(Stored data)
*** Begin section ***
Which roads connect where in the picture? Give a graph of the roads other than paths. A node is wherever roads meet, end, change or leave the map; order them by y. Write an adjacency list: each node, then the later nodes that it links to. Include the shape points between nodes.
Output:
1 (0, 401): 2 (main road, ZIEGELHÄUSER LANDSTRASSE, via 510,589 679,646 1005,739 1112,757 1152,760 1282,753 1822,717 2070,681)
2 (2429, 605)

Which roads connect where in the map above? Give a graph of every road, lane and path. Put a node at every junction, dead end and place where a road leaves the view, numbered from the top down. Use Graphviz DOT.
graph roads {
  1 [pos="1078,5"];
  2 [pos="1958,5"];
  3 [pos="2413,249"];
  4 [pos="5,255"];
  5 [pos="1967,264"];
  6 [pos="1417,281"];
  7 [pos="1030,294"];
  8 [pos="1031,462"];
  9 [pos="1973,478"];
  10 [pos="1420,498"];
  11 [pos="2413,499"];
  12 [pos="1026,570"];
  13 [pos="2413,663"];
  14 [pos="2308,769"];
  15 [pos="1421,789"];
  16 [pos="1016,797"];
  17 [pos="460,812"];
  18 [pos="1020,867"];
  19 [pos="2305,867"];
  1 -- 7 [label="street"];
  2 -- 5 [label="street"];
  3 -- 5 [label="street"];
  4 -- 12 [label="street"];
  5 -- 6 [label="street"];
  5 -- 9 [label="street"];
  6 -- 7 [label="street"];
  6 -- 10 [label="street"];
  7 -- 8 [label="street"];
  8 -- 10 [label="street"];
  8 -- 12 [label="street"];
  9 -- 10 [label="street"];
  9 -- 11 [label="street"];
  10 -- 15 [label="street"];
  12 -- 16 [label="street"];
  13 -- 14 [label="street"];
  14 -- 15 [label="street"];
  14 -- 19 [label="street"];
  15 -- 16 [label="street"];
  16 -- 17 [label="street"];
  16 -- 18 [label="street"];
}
*** End section ***
Reproduce the data in its entirety. Keep every character unchanged.

Which roads connect where in the picture? Give a graph of the roads other than paths. A node is wherever roads meet, end, change or leave the map; order them by y. Write an adjacency list: each node, then the later nodes that it links to. Include the shape points between nodes.
Output:
1 (0, 401): 2 (main road, ZIEGELHÄUSER LANDSTRASSE, via 510,589 679,646 1005,739 1112,757 1152,760 1282,753 1822,717 2070,681)
2 (2429, 605)

Which roads connect where in the map above? Give a graph of every road, lane and path. Put a node at every junction, dead end and place where a road leaves the view, numbered from the top down. Use Graphviz DOT.
graph roads {
  1 [pos="1078,5"];
  2 [pos="1958,5"];
  3 [pos="2413,249"];
  4 [pos="5,255"];
  5 [pos="1967,264"];
  6 [pos="1417,281"];
  7 [pos="1030,294"];
  8 [pos="1031,462"];
  9 [pos="1973,478"];
  10 [pos="1420,498"];
  11 [pos="2413,499"];
  12 [pos="1026,570"];
  13 [pos="2413,663"];
  14 [pos="2308,769"];
  15 [pos="1421,789"];
  16 [pos="1016,797"];
  17 [pos="460,812"];
  18 [pos="1020,867"];
  19 [pos="2305,867"];
  1 -- 7 [label="street"];
  2 -- 5 [label="street"];
  3 -- 5 [label="street"];
  4 -- 12 [label="street"];
  5 -- 6 [label="street"];
  5 -- 9 [label="street"];
  6 -- 7 [label="street"];
  6 -- 10 [label="street"];
  7 -- 8 [label="street"];
  8 -- 10 [label="street"];
  8 -- 12 [label="street"];
  9 -- 10 [label="street"];
  9 -- 11 [label="street"];
  10 -- 15 [label="street"];
  12 -- 16 [label="street"];
  13 -- 14 [label="street"];
  14 -- 15 [label="street"];
  14 -- 19 [label="street"];
  15 -- 16 [label="street"];
  16 -- 17 [label="street"];
  16 -- 18 [label="street"];
}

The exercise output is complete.